▸ Work instructions:
Your task is to return all of the entries below exactly, leaving out each picture.

▸ Information given:
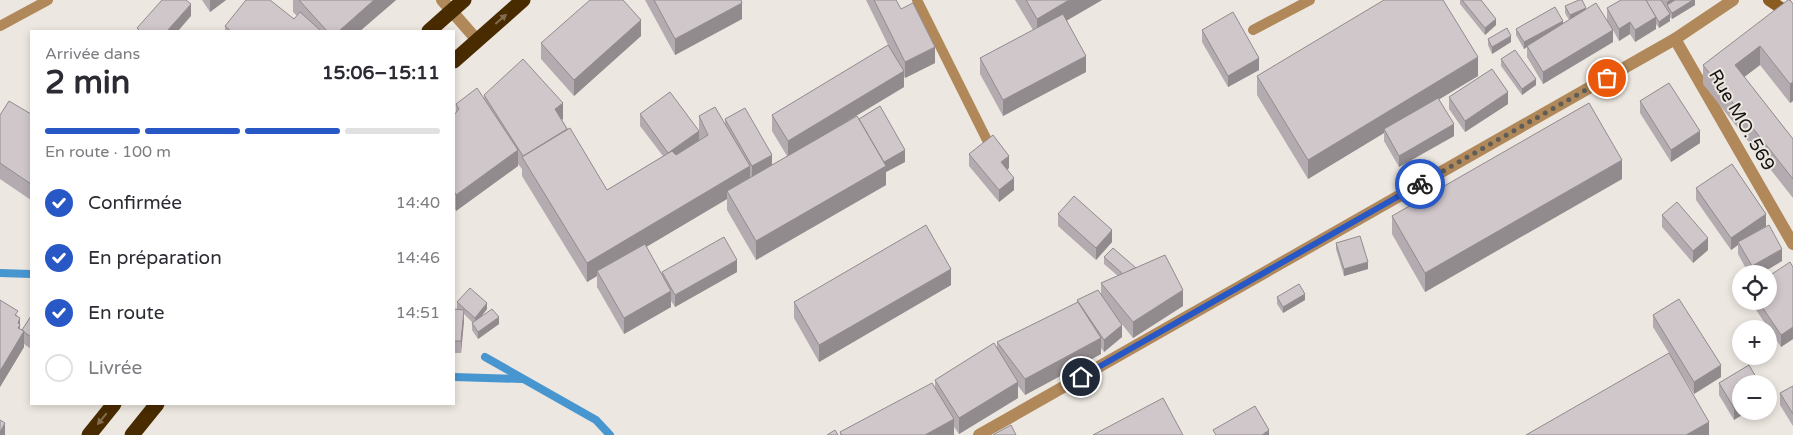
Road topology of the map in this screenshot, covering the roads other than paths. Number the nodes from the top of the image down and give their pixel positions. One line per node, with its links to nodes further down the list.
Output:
1 (48, 0): 10 (lane)
2 (464, 0): 8 (highway)
3 (522, 0): 14 (highway, one-way to 3)
4 (917, 0): 16 (lane)
5 (1310, 0): 12 (lane)
6 (1733, 0): 13 (street)
7 (1769, 0): 9 (street)
8 (446, 6): 11 (highway); 14 (street)
9 (1793, 16)
10 (0, 26)
11 (430, 30)
12 (1253, 30)
13 (1675, 39): 17 (street, Rue MO. 569); 22 (street)
14 (477, 40): 15 (highway)
15 (455, 60)
16 (989, 144)
17 (1793, 244)
18 (113, 405): 20 (highway, one-way to 20)
19 (156, 405): 21 (highway)
20 (89, 435)
21 (132, 435)
22 (979, 435)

▸ Answer below:
Road topology of the map in this screenshot, covering the roads other than paths. Number the nodes from the top of the image down and give their pixel positions. One line per node, with its links to nodes further down the list.
Output:
1 (48, 0): 10 (lane)
2 (464, 0): 8 (highway)
3 (522, 0): 14 (highway, one-way to 3)
4 (917, 0): 16 (lane)
5 (1310, 0): 12 (lane)
6 (1733, 0): 13 (street)
7 (1769, 0): 9 (street)
8 (446, 6): 11 (highway); 14 (street)
9 (1793, 16)
10 (0, 26)
11 (430, 30)
12 (1253, 30)
13 (1675, 39): 17 (street, Rue MO. 569); 22 (street)
14 (477, 40): 15 (highway)
15 (455, 60)
16 (989, 144)
17 (1793, 244)
18 (113, 405): 20 (highway, one-way to 20)
19 (156, 405): 21 (highway)
20 (89, 435)
21 (132, 435)
22 (979, 435)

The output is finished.